Tucked comfortably into a booth in the middle of the diner, Kathy, Luna, Selena and I let all our worldly worries flitter into the effervescent air; suspended in time, we momentarily forgot about any detonable clocks ticking over our heads, any writhing responsibilities caught in our throats. The fourteen-karat gold ornament Selena wore weaved elaborately through her artful updo – a family heirloom, she'd said – dangled erratically in her booming, body shaking laughter.

"I can't believe you finally agreed to go out with him," Selena partially chided Kathy through sultry giggles, referring to her newly established relationship with the beefy Owen. Said redhead had been pining after the undeniable blonde bombshell for almost a year now, and his lengthy efforts had ultimately paid off. She had finally accepted his perpetual lingering around the Brass Bar as more than just a particular fervour for alcohol.

"Hey, I take offense at that," the perky barmaid jabbed an oxymoronically daintily strong finger into Selena's bare side, the fleshiness of her bronzed olive waist temporarily dented; a head into a pillow.

"Siento," the tanned, magenta-haired foreign beauty apologized offhandedly with a wave of her fluid fingers, Latin roots bubbling up to her embellished surface.

"At least he had the guts to ask you out," Luna chimed in, lavender pink ponytails like whipped cream, perfectly coiffed as they descended downwards. Delicately pallid pink cherry blossom accessories dotted the ombré curls in her hair.

Luna was a poison ivy berry – sure, she looked saccharine to boot; ice cream and strawberry shortcake and raspberry merengue – but one wrong move and you would find yourself on the receiving end of her piercingly venomous nettle. The only antidote was to either get so close to her that your blood learned how to dilute her poison, or to steer clear of the prickly leaves altogether.

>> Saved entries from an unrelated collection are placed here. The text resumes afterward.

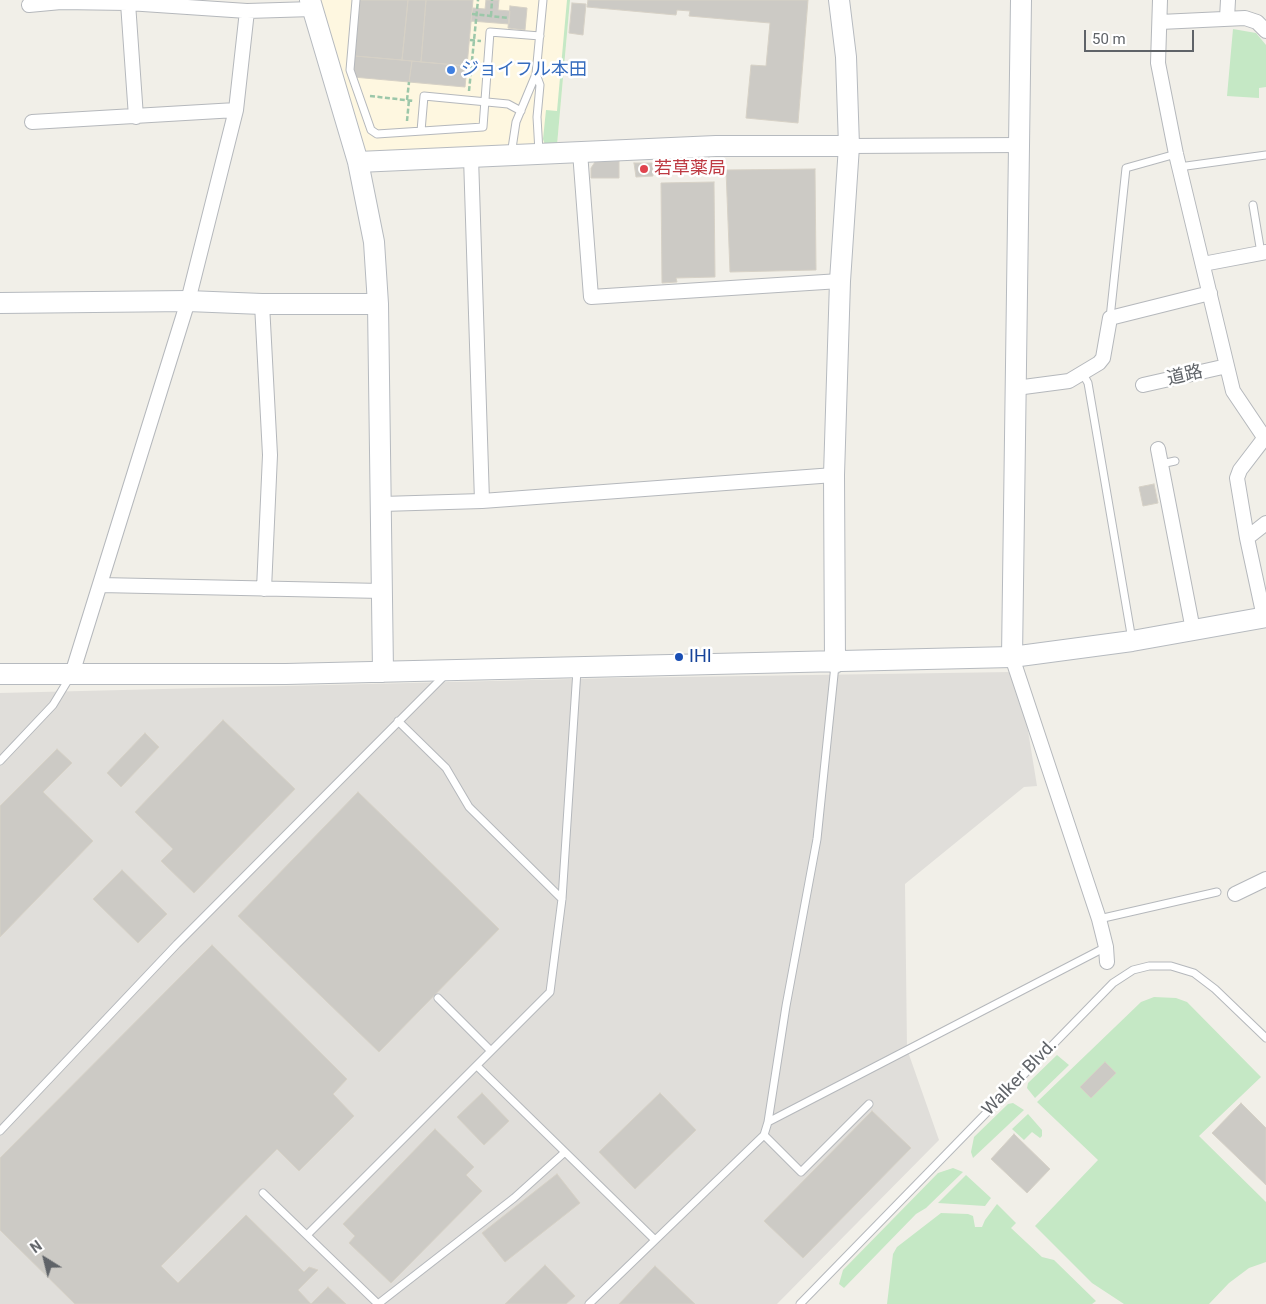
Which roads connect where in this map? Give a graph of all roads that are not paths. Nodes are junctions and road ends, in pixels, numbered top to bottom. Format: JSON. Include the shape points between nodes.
{"nodes":[{"id":1,"x":356,"y":0,"type":"edge"},
{"id":2,"x":543,"y":0,"type":"edge"},
{"id":3,"x":839,"y":0,"type":"edge"},
{"id":4,"x":1021,"y":0,"type":"edge"},
{"id":5,"x":1160,"y":0,"type":"edge"},
{"id":6,"x":1228,"y":0,"type":"edge"},
{"id":7,"x":128,"y":3,"type":"junction"},
{"id":8,"x":311,"y":4,"type":"edge"},
{"id":9,"x":28,"y":5,"type":"dead end"},
{"id":10,"x":247,"y":11,"type":"junction"},
{"id":11,"x":1228,"y":18,"type":"junction"},
{"id":12,"x":1160,"y":22,"type":"junction"},
{"id":13,"x":1266,"y":31,"type":"edge"},
{"id":14,"x":540,"y":36,"type":"junction"},
{"id":15,"x":536,"y":74,"type":"junction"},
{"id":16,"x":486,"y":102,"type":"junction"},
{"id":17,"x":236,"y":110,"type":"junction"},
{"id":18,"x":521,"y":111,"type":"junction"},
{"id":19,"x":136,"y":117,"type":"junction"},
{"id":20,"x":32,"y":122,"type":"dead end"},
{"id":21,"x":421,"y":132,"type":"junction"},
{"id":22,"x":1020,"y":145,"type":"junction"},
{"id":23,"x":849,"y":146,"type":"junction"},
{"id":24,"x":580,"y":152,"type":"junction"},
{"id":25,"x":539,"y":154,"type":"junction"},
{"id":26,"x":1266,"y":154,"type":"edge"},
{"id":27,"x":511,"y":155,"type":"junction"},
{"id":28,"x":471,"y":157,"type":"junction"},
{"id":29,"x":1178,"y":160,"type":"junction"},
{"id":30,"x":358,"y":162,"type":"junction"},
{"id":31,"x":1253,"y":205,"type":"dead end"},
{"id":32,"x":1264,"y":252,"type":"edge"},
{"id":33,"x":1203,"y":264,"type":"junction"},
{"id":34,"x":840,"y":281,"type":"junction"},
{"id":35,"x":1210,"y":293,"type":"junction"},
{"id":36,"x":188,"y":301,"type":"junction"},
{"id":37,"x":0,"y":303,"type":"edge"},
{"id":38,"x":262,"y":304,"type":"junction"},
{"id":39,"x":378,"y":304,"type":"junction"},
{"id":40,"x":1110,"y":318,"type":"junction"},
{"id":41,"x":1227,"y":366,"type":"junction"},
{"id":42,"x":1083,"y":374,"type":"junction"},
{"id":43,"x":1143,"y":385,"type":"dead end"},
{"id":44,"x":1016,"y":388,"type":"junction"},
{"id":45,"x":1265,"y":437,"type":"edge"},
{"id":46,"x":1158,"y":449,"type":"dead end"},
{"id":47,"x":1175,"y":461,"type":"dead end"},
{"id":48,"x":1161,"y":464,"type":"junction"},
{"id":49,"x":834,"y":475,"type":"junction"},
{"id":50,"x":482,"y":502,"type":"junction"},
{"id":51,"x":382,"y":504,"type":"junction"},
{"id":52,"x":1266,"y":523,"type":"edge"},
{"id":53,"x":1246,"y":538,"type":"junction"},
{"id":54,"x":100,"y":586,"type":"junction"},
{"id":55,"x":264,"y":589,"type":"junction"},
{"id":56,"x":382,"y":591,"type":"junction"},
{"id":57,"x":1265,"y":617,"type":"edge"},
{"id":58,"x":1193,"y":630,"type":"junction"},
{"id":59,"x":1132,"y":641,"type":"junction"},
{"id":60,"x":1012,"y":658,"type":"junction"},
{"id":61,"x":835,"y":663,"type":"junction"},
{"id":62,"x":578,"y":667,"type":"junction"},
{"id":63,"x":449,"y":671,"type":"junction"},
{"id":64,"x":384,"y":672,"type":"junction"},
{"id":65,"x":0,"y":674,"type":"edge"},
{"id":66,"x":72,"y":674,"type":"junction"},
{"id":67,"x":398,"y":721,"type":"junction"},
{"id":68,"x":0,"y":760,"type":"edge"},
{"id":69,"x":1266,"y":879,"type":"edge"},
{"id":70,"x":1217,"y":892,"type":"dead end"},
{"id":71,"x":1235,"y":894,"type":"dead end"},
{"id":72,"x":562,"y":899,"type":"junction"},
{"id":73,"x":1099,"y":920,"type":"junction"},
{"id":74,"x":1106,"y":947,"type":"junction"},
{"id":75,"x":1107,"y":962,"type":"dead end"},
{"id":76,"x":438,"y":998,"type":"dead end"},
{"id":77,"x":1266,"y":1038,"type":"edge"},
{"id":78,"x":490,"y":1051,"type":"junction"},
{"id":79,"x":477,"y":1066,"type":"junction"},
{"id":80,"x":869,"y":1104,"type":"dead end"},
{"id":81,"x":768,"y":1122,"type":"junction"},
{"id":82,"x":0,"y":1131,"type":"edge"},
{"id":83,"x":764,"y":1135,"type":"junction"},
{"id":84,"x":565,"y":1152,"type":"junction"},
{"id":85,"x":263,"y":1193,"type":"dead end"},
{"id":86,"x":307,"y":1235,"type":"junction"},
{"id":87,"x":654,"y":1239,"type":"junction"},
{"id":88,"x":378,"y":1304,"type":"edge"},
{"id":89,"x":589,"y":1304,"type":"edge"},
{"id":90,"x":800,"y":1304,"type":"edge"}],
"edges":[{"from":1,"to":21,"type":"lane","via":[[350,70],[373,133]]},
{"from":2,"to":14,"type":"lane"},
{"from":3,"to":23,"type":"street","via":[[846,57]]},
{"from":4,"to":22,"type":"street"},
{"from":5,"to":12,"type":"street"},
{"from":6,"to":11,"type":"street"},
{"from":7,"to":9,"type":"street"},
{"from":7,"to":10,"type":"street"},
{"from":7,"to":19,"type":"street"},
{"from":8,"to":10,"type":"street"},
{"from":8,"to":30,"type":"street"},
{"from":10,"to":17,"type":"street"},
{"from":11,"to":12,"type":"street"},
{"from":11,"to":13,"type":"street","via":[[1257,22]]},
{"from":12,"to":29,"type":"street","via":[[1158,63]]},
{"from":14,"to":15,"type":"lane"},
{"from":14,"to":16,"type":"lane","via":[[490,32]]},
{"from":15,"to":18,"type":"lane"},
{"from":15,"to":25,"type":"lane","via":[[540,85],[537,117]]},
{"from":16,"to":18,"type":"lane","via":[[508,104]]},
{"from":16,"to":21,"type":"lane","via":[[483,127]]},
{"from":16,"to":21,"type":"lane","via":[[424,96]]},
{"from":17,"to":19,"type":"street"},
{"from":17,"to":36,"type":"street"},
{"from":18,"to":27,"type":"lane"},
{"from":19,"to":20,"type":"street"},
{"from":22,"to":23,"type":"street"},
{"from":22,"to":44,"type":"street"},
{"from":23,"to":24,"type":"street","via":[[716,146]]},
{"from":23,"to":34,"type":"street"},
{"from":24,"to":25,"type":"street"},
{"from":24,"to":34,"type":"street","via":[[590,298]]},
{"from":25,"to":27,"type":"street"},
{"from":26,"to":29,"type":"lane"},
{"from":27,"to":28,"type":"street"},
{"from":28,"to":30,"type":"street"},
{"from":28,"to":50,"type":"street"},
{"from":29,"to":33,"type":"street"},
{"from":29,"to":40,"type":"lane","via":[[1126,168]]},
{"from":30,"to":39,"type":"street","via":[[374,242]]},
{"from":31,"to":32,"type":"lane"},
{"from":32,"to":33,"type":"street"},
{"from":33,"to":35,"type":"street"},
{"from":34,"to":49,"type":"street"},
{"from":35,"to":40,"type":"street"},
{"from":35,"to":41,"type":"street"},
{"from":36,"to":37,"type":"street"},
{"from":36,"to":38,"type":"street"},
{"from":36,"to":54,"type":"street"},
{"from":38,"to":39,"type":"street"},
{"from":38,"to":55,"type":"street","via":[[270,455]]},
{"from":39,"to":51,"type":"street"},
{"from":40,"to":42,"type":"street","via":[[1103,358]]},
{"from":41,"to":43,"type":"street","name":"道路"},
{"from":41,"to":45,"type":"street","via":[[1233,392]]},
{"from":42,"to":44,"type":"street","via":[[1069,381]]},
{"from":42,"to":59,"type":"lane","via":[[1088,383]]},
{"from":44,"to":60,"type":"street"},
{"from":45,"to":53,"type":"street","via":[[1237,478]]},
{"from":46,"to":48,"type":"street"},
{"from":47,"to":48,"type":"lane"},
{"from":48,"to":58,"type":"street"},
{"from":49,"to":50,"type":"street"},
{"from":49,"to":61,"type":"street"},
{"from":50,"to":51,"type":"street"},
{"from":51,"to":56,"type":"street"},
{"from":52,"to":53,"type":"street"},
{"from":53,"to":57,"type":"street"},
{"from":54,"to":55,"type":"street"},
{"from":54,"to":66,"type":"street"},
{"from":55,"to":56,"type":"street"},
{"from":56,"to":64,"type":"street"},
{"from":57,"to":58,"type":"street"},
{"from":58,"to":59,"type":"street"},
{"from":59,"to":60,"type":"street"},
{"from":60,"to":61,"type":"street"},
{"from":60,"to":73,"type":"street"},
{"from":61,"to":62,"type":"street"},
{"from":61,"to":81,"type":"lane","via":[[817,839]]},
{"from":62,"to":63,"type":"street"},
{"from":62,"to":72,"type":"lane"},
{"from":63,"to":64,"type":"street"},
{"from":63,"to":67,"type":"lane"},
{"from":64,"to":66,"type":"street"},
{"from":65,"to":66,"type":"street"},
{"from":66,"to":68,"type":"lane","via":[[53,705]]},
{"from":67,"to":72,"type":"lane","via":[[446,768],[468,807]]},
{"from":67,"to":82,"type":"lane","via":[[177,944]]},
{"from":69,"to":71,"type":"street"},
{"from":70,"to":73,"type":"lane"},
{"from":72,"to":78,"type":"lane","via":[[550,992]]},
{"from":73,"to":74,"type":"street"},
{"from":74,"to":75,"type":"street"},
{"from":74,"to":81,"type":"lane"},
{"from":76,"to":78,"type":"lane"},
{"from":77,"to":90,"type":"lane","name":"Walker Blvd.","via":[[1194,973],[1171,966],[1133,970],[1113,983]]},
{"from":78,"to":79,"type":"lane"},
{"from":79,"to":84,"type":"lane"},
{"from":79,"to":86,"type":"lane"},
{"from":80,"to":83,"type":"lane","via":[[801,1172]]},
{"from":81,"to":83,"type":"lane"},
{"from":83,"to":87,"type":"lane"},
{"from":84,"to":87,"type":"lane"},
{"from":84,"to":88,"type":"lane","via":[[514,1198]]},
{"from":85,"to":86,"type":"lane"},
{"from":86,"to":88,"type":"lane"},
{"from":87,"to":89,"type":"lane"}]}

"A certain lilac haired man, who is way too effeminate for my tastes, by the way, has yet to so much as ask that same question of my poor sister," she continued. Her voice jingled; the silver bell of a kitten's collar.

"You're kidding," I moaned melodramatically, rose apple lips parting in disappointed despair. Apparently Julius and Candace's relationship – if you could call it that – had stagnated to a standstill ever since my last attempted intervention. "But two New Year's Eves ago they looked like they were so close," I mourned for the mousy seamstress.

"Exactly," Luna's belligerent fairy voice squeaked through the entire inn, the petals in her hair almost wilting in her rage, "It's only been downhill from there. It's like for every one step Julius takes in the right direction, Candace takes three back." Luna was never one to withhold what played on her mind, even if that made her seem a little rough around the edges – or downright brusque, to be honest. But even so, the trickling creaks that sometimes peered out from underneath her bristly façade, how she always had everyone's best interests at heart: that was her saving grace, the rose quartz encrusted crown that redeemed her. The sweet ripeness of those fatally poisonous berries.

"It's just such a shame," Selena's bejeweled tasseled earrings swayed alongside her shaking head, the tinkling of a wind chime, "They both so obviously like one another."

"Seriously," I concurred, caramel strands in my chestnut locks highlighted in the glittering inn light, "I saw the way he looked at her. That was the look of a man in love."

"And she's waited so long," Kathy lamented, her accompanying sigh almost visible in the cooled indoor air.

Back in the city, with all its putrid smog and nauseatingly boozy air, girls were oft given to stab sharpened blades into the others' backs, cackling maniacally as they watched the blood and trust drain out of their competitors' ashen veins. Maybe it was something in the water, like instead of injecting fluoride into the town's water supply, the government added a dollop of insecurity instead. But, here on Castanet, with all nine of its young adult bachelorettes, we ladies looked out for one another.

"You're one to talk," Luna chastised, baby blue eyes narrowing in her good humoured berating, "You only made Owen wait an entire year."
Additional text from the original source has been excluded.